In the American colonies, the defense of John Peter Zenger against libel charges in 1735 is often seen as the cornerstone of American press freedom. After the American Revolution, several states provided for freedom of the press, and the First Amendment (1791) to the U.S. Constitution declared that “Congress shall make no law … abridging the freedom of speech or of the press.” Whether these acts were intended to prohibit prosecution for seditious libel or merely to prohibit prior restraint has been a matter of controversy.

The Supreme Court has bolstered the press’s freedom is several cases. In 1964, The Supreme Court stated that when a publication involves a public figure, in order to support a suit for libel, the plaintiff bears the burden of proving that the publisher acted with "actual malice," meaning that the publisher knew of the falsity of the statement or acted with reckless disregard as to the truth of the statement – making it more difficult for individuals to sue for libel. In 1971, it upheld the publication of the Pentagon Papers, a top secret study that was conducted during the Vietnam War.

The First Amendment has not been extended to the gathering as well as the publication of news. The experience of the Vietnam War led the U.S. government to restrict the access of reporters in combat areas in subsequent military encounters. This practice, used during the 1983 invasion of Grenada and the 1991 Persian Gulf War, was bitterly resented by many reporters.
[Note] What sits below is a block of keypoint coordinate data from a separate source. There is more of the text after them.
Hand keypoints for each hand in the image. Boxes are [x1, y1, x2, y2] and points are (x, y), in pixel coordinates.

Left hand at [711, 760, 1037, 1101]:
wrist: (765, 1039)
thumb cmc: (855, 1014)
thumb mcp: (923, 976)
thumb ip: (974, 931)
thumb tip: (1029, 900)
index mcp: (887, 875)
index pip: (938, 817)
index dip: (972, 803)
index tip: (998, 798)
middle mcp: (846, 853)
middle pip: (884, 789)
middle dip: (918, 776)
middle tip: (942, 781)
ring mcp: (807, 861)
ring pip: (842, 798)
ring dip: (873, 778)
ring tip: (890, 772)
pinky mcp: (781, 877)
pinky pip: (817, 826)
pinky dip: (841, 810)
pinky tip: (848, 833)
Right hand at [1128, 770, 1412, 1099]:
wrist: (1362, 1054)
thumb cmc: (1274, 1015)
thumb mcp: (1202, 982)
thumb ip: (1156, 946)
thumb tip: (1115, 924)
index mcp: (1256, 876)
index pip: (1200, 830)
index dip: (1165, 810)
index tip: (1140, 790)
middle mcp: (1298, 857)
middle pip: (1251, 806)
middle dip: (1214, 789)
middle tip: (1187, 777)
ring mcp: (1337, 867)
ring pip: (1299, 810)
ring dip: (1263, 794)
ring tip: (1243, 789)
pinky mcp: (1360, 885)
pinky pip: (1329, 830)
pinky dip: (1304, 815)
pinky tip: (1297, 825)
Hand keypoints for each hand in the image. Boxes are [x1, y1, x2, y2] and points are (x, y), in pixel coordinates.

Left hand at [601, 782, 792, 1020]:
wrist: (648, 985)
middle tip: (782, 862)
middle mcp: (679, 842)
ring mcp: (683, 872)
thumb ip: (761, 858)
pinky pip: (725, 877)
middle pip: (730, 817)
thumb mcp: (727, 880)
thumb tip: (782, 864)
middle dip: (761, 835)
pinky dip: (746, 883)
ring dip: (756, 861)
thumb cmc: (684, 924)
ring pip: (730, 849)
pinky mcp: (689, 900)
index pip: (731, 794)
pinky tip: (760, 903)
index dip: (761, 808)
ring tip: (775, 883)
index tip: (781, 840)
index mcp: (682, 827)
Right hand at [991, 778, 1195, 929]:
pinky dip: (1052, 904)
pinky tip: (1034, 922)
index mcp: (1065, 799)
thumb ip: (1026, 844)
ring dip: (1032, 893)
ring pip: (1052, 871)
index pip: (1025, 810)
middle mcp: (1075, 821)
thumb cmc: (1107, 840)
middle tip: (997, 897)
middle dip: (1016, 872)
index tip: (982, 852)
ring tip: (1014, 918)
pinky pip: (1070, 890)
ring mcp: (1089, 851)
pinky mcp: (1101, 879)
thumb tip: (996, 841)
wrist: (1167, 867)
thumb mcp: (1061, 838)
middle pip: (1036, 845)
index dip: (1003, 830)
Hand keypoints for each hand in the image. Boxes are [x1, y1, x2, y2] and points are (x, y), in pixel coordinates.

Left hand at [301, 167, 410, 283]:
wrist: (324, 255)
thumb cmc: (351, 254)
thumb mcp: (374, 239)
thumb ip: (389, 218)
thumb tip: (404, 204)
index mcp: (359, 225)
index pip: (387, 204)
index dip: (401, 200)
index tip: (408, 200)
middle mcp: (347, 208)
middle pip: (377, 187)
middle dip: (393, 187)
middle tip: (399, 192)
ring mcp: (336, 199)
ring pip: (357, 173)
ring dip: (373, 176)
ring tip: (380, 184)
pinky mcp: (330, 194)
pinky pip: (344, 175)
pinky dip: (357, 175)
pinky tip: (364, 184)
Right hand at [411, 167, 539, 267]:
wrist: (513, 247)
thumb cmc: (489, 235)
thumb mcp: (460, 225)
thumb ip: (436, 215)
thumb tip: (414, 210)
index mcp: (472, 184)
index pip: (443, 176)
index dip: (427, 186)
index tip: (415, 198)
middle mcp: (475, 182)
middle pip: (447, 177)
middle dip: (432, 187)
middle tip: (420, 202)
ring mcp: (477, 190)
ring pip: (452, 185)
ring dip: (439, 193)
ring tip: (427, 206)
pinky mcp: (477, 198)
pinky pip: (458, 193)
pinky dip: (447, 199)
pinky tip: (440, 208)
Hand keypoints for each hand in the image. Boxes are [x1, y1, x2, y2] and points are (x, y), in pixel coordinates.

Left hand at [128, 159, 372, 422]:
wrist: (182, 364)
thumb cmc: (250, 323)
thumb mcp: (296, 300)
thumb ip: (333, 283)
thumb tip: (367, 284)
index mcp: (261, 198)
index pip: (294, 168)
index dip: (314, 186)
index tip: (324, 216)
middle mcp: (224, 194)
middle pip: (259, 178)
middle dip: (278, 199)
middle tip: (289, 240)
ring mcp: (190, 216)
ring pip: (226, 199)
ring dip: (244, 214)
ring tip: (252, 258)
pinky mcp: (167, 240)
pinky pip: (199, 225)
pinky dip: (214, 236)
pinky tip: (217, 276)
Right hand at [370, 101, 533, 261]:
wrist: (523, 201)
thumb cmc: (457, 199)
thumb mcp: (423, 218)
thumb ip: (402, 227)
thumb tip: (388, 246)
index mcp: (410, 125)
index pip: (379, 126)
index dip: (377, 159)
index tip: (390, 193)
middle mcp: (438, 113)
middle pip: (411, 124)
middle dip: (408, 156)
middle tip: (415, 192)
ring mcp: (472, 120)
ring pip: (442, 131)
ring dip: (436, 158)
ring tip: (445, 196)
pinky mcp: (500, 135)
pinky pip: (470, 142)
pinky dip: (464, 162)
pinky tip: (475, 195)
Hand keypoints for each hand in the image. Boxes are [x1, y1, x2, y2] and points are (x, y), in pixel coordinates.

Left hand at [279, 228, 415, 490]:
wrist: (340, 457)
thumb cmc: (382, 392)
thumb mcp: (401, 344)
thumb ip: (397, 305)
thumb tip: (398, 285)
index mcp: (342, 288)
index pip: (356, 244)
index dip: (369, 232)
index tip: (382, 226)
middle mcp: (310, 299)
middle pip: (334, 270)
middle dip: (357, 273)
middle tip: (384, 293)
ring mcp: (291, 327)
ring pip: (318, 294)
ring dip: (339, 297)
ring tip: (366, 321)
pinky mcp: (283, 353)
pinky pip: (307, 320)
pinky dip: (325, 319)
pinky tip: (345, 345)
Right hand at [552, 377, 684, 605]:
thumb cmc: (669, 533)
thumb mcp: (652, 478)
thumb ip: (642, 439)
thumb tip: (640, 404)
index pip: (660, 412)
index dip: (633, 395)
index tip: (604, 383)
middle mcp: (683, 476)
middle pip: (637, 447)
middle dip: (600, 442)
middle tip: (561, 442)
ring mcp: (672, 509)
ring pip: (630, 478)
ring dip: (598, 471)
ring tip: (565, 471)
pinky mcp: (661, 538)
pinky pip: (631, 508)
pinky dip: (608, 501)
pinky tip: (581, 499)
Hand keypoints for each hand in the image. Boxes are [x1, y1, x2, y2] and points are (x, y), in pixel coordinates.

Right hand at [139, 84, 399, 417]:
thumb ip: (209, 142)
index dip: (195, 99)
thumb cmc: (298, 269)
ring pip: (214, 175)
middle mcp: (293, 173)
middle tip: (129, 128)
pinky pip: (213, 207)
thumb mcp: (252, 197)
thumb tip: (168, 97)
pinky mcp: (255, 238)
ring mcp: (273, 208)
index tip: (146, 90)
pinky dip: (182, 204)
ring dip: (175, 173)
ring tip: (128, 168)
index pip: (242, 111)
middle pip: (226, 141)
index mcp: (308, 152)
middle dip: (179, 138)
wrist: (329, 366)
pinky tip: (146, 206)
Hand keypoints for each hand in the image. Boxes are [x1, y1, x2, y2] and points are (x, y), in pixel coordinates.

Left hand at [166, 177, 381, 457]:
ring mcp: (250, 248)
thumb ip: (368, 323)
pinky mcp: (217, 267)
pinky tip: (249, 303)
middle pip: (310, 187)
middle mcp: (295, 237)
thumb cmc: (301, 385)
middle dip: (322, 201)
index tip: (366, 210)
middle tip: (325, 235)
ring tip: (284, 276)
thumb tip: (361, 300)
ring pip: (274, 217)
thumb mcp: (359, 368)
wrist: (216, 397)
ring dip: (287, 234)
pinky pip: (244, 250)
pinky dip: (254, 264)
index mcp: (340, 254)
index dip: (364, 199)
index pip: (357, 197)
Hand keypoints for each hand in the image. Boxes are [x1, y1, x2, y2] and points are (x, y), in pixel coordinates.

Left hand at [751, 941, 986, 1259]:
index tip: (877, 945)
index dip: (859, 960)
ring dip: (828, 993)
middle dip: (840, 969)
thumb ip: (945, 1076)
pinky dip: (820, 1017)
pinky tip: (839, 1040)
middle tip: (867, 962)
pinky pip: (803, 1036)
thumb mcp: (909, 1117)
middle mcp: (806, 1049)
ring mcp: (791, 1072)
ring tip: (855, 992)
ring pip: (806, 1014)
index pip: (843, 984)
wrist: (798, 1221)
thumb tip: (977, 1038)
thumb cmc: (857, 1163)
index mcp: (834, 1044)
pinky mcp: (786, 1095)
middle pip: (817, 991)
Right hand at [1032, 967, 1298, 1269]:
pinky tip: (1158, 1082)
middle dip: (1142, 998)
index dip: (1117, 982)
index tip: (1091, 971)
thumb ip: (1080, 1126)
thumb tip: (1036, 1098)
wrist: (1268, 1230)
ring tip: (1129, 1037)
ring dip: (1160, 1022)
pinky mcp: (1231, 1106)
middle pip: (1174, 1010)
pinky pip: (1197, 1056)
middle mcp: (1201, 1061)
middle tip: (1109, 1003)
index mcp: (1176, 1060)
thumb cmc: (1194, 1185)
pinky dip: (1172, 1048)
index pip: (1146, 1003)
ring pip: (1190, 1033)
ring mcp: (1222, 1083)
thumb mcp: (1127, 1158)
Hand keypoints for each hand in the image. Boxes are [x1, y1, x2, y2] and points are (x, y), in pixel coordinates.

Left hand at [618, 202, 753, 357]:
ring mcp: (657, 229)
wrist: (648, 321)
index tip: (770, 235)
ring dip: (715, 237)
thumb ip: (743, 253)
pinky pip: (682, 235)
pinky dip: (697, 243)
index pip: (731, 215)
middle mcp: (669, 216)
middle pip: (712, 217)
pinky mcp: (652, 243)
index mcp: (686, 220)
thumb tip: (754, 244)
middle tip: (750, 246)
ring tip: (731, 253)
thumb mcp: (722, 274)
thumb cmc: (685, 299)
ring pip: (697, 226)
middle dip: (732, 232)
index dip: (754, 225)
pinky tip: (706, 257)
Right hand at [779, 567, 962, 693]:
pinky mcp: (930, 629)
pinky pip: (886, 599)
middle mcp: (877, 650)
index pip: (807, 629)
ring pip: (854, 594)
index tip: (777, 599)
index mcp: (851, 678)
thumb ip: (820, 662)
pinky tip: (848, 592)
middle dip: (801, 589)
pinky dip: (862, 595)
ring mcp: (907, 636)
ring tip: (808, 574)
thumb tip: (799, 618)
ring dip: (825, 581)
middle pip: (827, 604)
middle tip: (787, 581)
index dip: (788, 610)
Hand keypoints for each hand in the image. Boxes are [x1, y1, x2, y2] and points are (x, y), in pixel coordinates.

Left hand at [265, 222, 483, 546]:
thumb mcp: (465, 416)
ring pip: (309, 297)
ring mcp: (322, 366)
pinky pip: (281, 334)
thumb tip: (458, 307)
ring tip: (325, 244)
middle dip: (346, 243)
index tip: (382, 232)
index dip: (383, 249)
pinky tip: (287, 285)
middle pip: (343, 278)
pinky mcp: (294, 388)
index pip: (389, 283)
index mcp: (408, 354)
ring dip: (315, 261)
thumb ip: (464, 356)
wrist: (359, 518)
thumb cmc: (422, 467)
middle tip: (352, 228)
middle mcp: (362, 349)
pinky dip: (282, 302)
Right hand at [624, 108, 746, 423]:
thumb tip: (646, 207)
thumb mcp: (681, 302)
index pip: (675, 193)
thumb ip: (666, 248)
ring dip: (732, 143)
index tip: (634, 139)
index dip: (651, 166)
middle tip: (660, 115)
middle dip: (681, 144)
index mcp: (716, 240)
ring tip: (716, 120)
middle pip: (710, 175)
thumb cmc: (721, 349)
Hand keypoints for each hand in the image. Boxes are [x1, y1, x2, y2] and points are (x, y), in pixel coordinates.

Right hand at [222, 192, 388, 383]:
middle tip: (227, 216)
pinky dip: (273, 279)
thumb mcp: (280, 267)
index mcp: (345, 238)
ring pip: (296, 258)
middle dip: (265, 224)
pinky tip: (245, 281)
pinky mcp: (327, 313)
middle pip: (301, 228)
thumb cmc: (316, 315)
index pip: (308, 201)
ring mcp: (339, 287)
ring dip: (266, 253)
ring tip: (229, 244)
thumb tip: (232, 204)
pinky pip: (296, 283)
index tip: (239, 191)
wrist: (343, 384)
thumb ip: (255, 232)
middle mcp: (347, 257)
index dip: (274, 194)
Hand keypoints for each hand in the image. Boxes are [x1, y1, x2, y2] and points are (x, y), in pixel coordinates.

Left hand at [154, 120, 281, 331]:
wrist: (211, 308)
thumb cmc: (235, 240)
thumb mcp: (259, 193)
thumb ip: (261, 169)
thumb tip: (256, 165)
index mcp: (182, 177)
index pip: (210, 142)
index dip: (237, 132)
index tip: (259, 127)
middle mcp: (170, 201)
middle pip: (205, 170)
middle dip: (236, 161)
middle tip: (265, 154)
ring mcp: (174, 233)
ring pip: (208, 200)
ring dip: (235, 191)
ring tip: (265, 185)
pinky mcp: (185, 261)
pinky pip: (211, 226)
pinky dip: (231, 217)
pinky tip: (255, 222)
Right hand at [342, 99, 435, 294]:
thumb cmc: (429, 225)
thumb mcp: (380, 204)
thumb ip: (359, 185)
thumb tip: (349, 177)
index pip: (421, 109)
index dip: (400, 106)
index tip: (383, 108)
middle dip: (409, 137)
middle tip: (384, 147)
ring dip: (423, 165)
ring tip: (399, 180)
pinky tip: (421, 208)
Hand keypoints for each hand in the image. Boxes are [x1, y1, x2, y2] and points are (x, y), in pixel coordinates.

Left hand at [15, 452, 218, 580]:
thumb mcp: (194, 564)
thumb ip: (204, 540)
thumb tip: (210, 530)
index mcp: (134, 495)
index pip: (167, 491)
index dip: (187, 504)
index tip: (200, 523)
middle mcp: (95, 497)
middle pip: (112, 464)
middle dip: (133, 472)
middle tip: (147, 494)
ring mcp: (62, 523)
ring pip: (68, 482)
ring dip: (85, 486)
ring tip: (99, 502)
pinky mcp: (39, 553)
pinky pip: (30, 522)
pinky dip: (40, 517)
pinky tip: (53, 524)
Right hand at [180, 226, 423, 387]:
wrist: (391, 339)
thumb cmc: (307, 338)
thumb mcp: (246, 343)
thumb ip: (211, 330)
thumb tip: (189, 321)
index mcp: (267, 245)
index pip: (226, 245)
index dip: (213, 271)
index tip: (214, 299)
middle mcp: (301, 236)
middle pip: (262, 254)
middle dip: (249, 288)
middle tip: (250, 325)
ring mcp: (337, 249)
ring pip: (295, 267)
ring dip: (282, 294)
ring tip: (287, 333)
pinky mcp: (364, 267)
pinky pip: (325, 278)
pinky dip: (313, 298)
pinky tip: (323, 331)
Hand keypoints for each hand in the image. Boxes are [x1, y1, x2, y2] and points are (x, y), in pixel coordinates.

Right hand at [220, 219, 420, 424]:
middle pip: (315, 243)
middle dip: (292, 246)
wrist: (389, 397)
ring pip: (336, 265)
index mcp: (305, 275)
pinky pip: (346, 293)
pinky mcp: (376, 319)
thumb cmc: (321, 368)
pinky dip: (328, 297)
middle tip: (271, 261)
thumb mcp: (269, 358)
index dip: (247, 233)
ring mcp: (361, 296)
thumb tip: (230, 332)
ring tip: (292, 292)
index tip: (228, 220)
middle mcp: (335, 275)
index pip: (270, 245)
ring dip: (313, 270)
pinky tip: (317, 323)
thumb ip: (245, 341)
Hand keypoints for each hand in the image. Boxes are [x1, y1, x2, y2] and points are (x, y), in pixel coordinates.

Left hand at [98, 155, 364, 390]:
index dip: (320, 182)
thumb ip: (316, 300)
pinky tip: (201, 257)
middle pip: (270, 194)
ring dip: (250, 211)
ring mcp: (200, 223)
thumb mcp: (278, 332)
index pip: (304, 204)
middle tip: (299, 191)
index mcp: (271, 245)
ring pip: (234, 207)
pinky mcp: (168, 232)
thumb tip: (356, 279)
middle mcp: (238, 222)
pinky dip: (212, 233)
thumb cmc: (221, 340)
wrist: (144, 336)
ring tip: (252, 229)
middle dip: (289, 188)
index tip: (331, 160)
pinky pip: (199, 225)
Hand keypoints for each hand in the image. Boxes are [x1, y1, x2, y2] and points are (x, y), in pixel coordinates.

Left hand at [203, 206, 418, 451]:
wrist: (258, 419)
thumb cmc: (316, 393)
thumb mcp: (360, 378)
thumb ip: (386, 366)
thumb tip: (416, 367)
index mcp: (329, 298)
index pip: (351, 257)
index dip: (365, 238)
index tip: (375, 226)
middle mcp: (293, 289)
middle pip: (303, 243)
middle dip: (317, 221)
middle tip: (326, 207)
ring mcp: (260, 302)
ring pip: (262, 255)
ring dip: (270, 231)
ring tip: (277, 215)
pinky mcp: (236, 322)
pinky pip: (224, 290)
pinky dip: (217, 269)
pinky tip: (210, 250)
In domestic affairs, although a number of states have passed shield laws, which permit journalists to refuse to disclose confidential information and sources to law-enforcement bodies, the U.S. Supreme Court has recognized no unrestricted right of press confidentiality.

Not all countries have a bill of rights or constitutional provision pertaining to freedom of the press. In 2012, Reporters without Borders listed the countries with the most free press as Finland, Norway, Estonia, the Netherlands, and Austria. The countries with the least degree of press freedom were ranked with Eritrea having the worst, followed by North Korea, Turkmenistan, Syria, Iran, and China. The United States ranked 48th on the list.